=== DATA RECORDS ===

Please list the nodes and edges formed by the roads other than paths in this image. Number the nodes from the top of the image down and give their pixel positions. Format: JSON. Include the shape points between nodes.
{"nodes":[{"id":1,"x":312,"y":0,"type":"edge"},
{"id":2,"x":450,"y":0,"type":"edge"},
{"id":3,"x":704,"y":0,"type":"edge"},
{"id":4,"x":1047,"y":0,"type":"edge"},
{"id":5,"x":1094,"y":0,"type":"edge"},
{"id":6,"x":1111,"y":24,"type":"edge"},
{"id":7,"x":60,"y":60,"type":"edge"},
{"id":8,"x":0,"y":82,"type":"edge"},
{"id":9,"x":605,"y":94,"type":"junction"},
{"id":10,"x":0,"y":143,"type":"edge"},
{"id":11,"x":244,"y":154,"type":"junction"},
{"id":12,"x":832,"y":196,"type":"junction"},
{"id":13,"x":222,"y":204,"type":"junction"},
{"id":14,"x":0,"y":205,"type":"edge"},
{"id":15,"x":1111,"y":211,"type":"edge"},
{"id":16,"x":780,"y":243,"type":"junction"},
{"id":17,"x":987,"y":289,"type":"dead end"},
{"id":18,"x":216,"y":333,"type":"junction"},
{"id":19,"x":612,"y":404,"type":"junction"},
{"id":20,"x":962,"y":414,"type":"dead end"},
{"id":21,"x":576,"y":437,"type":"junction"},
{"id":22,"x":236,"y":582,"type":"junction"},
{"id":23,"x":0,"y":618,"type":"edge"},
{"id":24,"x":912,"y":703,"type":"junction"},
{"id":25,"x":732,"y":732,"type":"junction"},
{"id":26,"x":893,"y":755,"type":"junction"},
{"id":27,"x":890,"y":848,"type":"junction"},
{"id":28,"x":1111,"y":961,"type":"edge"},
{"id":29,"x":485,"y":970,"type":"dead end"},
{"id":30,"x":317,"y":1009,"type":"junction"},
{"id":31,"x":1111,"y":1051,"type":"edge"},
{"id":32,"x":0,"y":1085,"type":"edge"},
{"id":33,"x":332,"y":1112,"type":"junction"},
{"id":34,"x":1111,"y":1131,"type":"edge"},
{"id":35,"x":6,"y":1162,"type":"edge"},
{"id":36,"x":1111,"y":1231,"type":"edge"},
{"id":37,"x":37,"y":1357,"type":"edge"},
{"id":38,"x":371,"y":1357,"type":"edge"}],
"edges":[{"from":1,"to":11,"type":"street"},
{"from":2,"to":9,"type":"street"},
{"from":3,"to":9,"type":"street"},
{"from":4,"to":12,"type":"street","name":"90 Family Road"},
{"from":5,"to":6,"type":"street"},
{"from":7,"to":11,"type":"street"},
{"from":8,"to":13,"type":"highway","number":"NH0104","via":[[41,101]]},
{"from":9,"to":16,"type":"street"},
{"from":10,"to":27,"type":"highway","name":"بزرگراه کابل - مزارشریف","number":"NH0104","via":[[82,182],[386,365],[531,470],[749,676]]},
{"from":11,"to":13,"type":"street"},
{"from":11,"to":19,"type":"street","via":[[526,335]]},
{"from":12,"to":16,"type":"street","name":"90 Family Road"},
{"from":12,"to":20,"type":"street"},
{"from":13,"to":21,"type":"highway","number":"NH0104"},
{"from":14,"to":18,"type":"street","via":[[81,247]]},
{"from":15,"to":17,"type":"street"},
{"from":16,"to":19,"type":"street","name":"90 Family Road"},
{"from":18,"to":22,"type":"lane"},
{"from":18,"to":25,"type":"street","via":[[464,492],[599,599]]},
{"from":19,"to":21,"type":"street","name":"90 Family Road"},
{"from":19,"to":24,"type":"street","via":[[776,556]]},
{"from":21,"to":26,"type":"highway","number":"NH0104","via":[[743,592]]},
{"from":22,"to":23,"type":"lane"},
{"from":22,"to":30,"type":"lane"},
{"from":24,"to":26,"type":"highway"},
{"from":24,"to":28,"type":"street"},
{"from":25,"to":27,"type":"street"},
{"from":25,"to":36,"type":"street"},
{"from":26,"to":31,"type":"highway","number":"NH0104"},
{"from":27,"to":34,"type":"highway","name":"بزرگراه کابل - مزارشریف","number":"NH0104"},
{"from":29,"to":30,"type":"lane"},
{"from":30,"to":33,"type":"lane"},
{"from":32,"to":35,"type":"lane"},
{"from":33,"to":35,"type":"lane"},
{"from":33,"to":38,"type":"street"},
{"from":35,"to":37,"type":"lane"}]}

===

### YOUR OBJECTIVE
Take the entries above and return all of them exactly.

### EXERCISE RESULT
Please list the nodes and edges formed by the roads other than paths in this image. Number the nodes from the top of the image down and give their pixel positions. Format: JSON. Include the shape points between nodes.
{"nodes":[{"id":1,"x":312,"y":0,"type":"edge"},
{"id":2,"x":450,"y":0,"type":"edge"},
{"id":3,"x":704,"y":0,"type":"edge"},
{"id":4,"x":1047,"y":0,"type":"edge"},
{"id":5,"x":1094,"y":0,"type":"edge"},
{"id":6,"x":1111,"y":24,"type":"edge"},
{"id":7,"x":60,"y":60,"type":"edge"},
{"id":8,"x":0,"y":82,"type":"edge"},
{"id":9,"x":605,"y":94,"type":"junction"},
{"id":10,"x":0,"y":143,"type":"edge"},
{"id":11,"x":244,"y":154,"type":"junction"},
{"id":12,"x":832,"y":196,"type":"junction"},
{"id":13,"x":222,"y":204,"type":"junction"},
{"id":14,"x":0,"y":205,"type":"edge"},
{"id":15,"x":1111,"y":211,"type":"edge"},
{"id":16,"x":780,"y":243,"type":"junction"},
{"id":17,"x":987,"y":289,"type":"dead end"},
{"id":18,"x":216,"y":333,"type":"junction"},
{"id":19,"x":612,"y":404,"type":"junction"},
{"id":20,"x":962,"y":414,"type":"dead end"},
{"id":21,"x":576,"y":437,"type":"junction"},
{"id":22,"x":236,"y":582,"type":"junction"},
{"id":23,"x":0,"y":618,"type":"edge"},
{"id":24,"x":912,"y":703,"type":"junction"},
{"id":25,"x":732,"y":732,"type":"junction"},
{"id":26,"x":893,"y":755,"type":"junction"},
{"id":27,"x":890,"y":848,"type":"junction"},
{"id":28,"x":1111,"y":961,"type":"edge"},
{"id":29,"x":485,"y":970,"type":"dead end"},
{"id":30,"x":317,"y":1009,"type":"junction"},
{"id":31,"x":1111,"y":1051,"type":"edge"},
{"id":32,"x":0,"y":1085,"type":"edge"},
{"id":33,"x":332,"y":1112,"type":"junction"},
{"id":34,"x":1111,"y":1131,"type":"edge"},
{"id":35,"x":6,"y":1162,"type":"edge"},
{"id":36,"x":1111,"y":1231,"type":"edge"},
{"id":37,"x":37,"y":1357,"type":"edge"},
{"id":38,"x":371,"y":1357,"type":"edge"}],
"edges":[{"from":1,"to":11,"type":"street"},
{"from":2,"to":9,"type":"street"},
{"from":3,"to":9,"type":"street"},
{"from":4,"to":12,"type":"street","name":"90 Family Road"},
{"from":5,"to":6,"type":"street"},
{"from":7,"to":11,"type":"street"},
{"from":8,"to":13,"type":"highway","number":"NH0104","via":[[41,101]]},
{"from":9,"to":16,"type":"street"},
{"from":10,"to":27,"type":"highway","name":"بزرگراه کابل - مزارشریف","number":"NH0104","via":[[82,182],[386,365],[531,470],[749,676]]},
{"from":11,"to":13,"type":"street"},
{"from":11,"to":19,"type":"street","via":[[526,335]]},
{"from":12,"to":16,"type":"street","name":"90 Family Road"},
{"from":12,"to":20,"type":"street"},
{"from":13,"to":21,"type":"highway","number":"NH0104"},
{"from":14,"to":18,"type":"street","via":[[81,247]]},
{"from":15,"to":17,"type":"street"},
{"from":16,"to":19,"type":"street","name":"90 Family Road"},
{"from":18,"to":22,"type":"lane"},
{"from":18,"to":25,"type":"street","via":[[464,492],[599,599]]},
{"from":19,"to":21,"type":"street","name":"90 Family Road"},
{"from":19,"to":24,"type":"street","via":[[776,556]]},
{"from":21,"to":26,"type":"highway","number":"NH0104","via":[[743,592]]},
{"from":22,"to":23,"type":"lane"},
{"from":22,"to":30,"type":"lane"},
{"from":24,"to":26,"type":"highway"},
{"from":24,"to":28,"type":"street"},
{"from":25,"to":27,"type":"street"},
{"from":25,"to":36,"type":"street"},
{"from":26,"to":31,"type":"highway","number":"NH0104"},
{"from":27,"to":34,"type":"highway","name":"بزرگراه کابل - مزارشریف","number":"NH0104"},
{"from":29,"to":30,"type":"lane"},
{"from":30,"to":33,"type":"lane"},
{"from":32,"to":35,"type":"lane"},
{"from":33,"to":35,"type":"lane"},
{"from":33,"to":38,"type":"street"},
{"from":35,"to":37,"type":"lane"}]}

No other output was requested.